品目別に前年同月比でみると、ガソリンは1.5%上昇(前月1.5%低下)と2カ月ぶりに、前月比でも2.4%上昇と3カ月ぶりにそれぞれ上昇した。食料品は10.1%上昇(10.4%上昇)と、伸びが5カ月連続で鈍化し、内訳でも、家庭用食品と外食の伸びがともに鈍化した。財は1.4%上昇(2.1%上昇)と、伸びは5カ月連続で鈍化したが、前月比では0.1%上昇と4カ月ぶりに上昇に転じた。そのうち、中古車は11.6%低下(8.8%低下)と3カ月連続でマイナスだった。新車も5.8%上昇と、伸びが前月(5.9%上昇)からやや鈍化した。一方で、サービスは7.2%上昇(7.0%上昇)し、物価全体の約3割を占める住居費も7.9%(7.5%上昇)と引き続き伸びが加速している。そのほか、輸送サービスも14.6%上昇と、前月(14.6%上昇)に続いて伸びが高い(添付資料表参照)。

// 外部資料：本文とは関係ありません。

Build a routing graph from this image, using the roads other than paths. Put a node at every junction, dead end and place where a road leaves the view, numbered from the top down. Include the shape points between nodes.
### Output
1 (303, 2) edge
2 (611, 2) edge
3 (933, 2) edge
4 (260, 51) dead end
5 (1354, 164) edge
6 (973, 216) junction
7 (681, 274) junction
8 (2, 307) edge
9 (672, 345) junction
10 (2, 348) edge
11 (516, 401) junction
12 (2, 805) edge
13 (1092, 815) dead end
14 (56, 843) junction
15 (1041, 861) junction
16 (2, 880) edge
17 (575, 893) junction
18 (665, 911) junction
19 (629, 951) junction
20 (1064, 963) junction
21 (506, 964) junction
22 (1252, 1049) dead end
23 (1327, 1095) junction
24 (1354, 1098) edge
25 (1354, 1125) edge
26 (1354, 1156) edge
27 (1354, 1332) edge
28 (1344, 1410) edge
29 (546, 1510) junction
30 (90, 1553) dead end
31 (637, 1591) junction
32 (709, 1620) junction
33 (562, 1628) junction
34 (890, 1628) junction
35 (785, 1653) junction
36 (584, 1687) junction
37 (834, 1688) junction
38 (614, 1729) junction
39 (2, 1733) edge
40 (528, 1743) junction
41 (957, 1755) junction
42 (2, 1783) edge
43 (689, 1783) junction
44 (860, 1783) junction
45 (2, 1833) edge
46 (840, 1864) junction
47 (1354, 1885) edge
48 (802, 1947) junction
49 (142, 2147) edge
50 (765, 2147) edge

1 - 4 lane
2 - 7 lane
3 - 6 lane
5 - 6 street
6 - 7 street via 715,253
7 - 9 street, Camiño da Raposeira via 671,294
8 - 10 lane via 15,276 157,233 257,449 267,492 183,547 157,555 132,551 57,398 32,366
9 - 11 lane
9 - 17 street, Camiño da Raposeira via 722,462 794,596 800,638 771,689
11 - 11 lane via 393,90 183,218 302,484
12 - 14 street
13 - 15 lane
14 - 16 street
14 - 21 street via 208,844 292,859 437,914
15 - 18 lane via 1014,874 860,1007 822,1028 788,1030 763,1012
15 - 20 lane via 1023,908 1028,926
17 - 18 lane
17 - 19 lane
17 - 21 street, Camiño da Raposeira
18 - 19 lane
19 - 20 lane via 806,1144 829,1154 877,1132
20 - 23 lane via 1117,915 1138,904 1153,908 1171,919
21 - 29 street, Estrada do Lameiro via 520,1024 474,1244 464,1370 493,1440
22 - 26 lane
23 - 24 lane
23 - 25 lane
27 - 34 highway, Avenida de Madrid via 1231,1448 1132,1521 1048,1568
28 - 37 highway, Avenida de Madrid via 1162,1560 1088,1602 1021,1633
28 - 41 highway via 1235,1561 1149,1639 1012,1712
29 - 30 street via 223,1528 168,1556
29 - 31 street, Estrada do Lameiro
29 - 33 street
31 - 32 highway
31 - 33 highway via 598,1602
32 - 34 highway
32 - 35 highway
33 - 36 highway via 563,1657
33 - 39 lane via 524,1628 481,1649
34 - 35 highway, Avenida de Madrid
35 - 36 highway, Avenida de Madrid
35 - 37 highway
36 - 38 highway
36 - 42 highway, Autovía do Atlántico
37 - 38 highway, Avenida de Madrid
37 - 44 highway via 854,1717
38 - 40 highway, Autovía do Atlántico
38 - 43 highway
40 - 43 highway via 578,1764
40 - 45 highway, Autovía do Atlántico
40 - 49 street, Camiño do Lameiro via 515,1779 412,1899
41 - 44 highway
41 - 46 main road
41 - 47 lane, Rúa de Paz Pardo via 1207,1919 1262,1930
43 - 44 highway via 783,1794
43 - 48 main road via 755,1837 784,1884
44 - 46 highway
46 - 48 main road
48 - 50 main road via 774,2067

CPIは7カ月連続で鈍化したものの、全般的に市場予想より高い伸びを示し、インフレ鈍化に一服感がみられる。特に、これまでインフレの鈍化を引っ張ってきたガソリンなどのエネルギー価格、財価格の鈍化にその兆候がみられる一方で、サービス価格ではウエートの高い住宅費の伸びが引き続き加速しているほか、輸送サービスなど人件費に左右されやすい住宅費以外のサービス価格の加速、ないし高止まりの傾向は変わっていない。米国連邦準備制度理事会(FRB)のジェローム・パウエル議長は「物価動向がわれわれの見通しどおりであれば、年内の利下げは適切ではない」と述べ()、高金利の継続を示唆しており、予想外に強かった1月分の雇用統計の結果もあわせて考えると(米1月の雇用者数51万7,ブラック)、今回のCPIはこうしたFRBの主張を支持する結果となったと言えそうだ。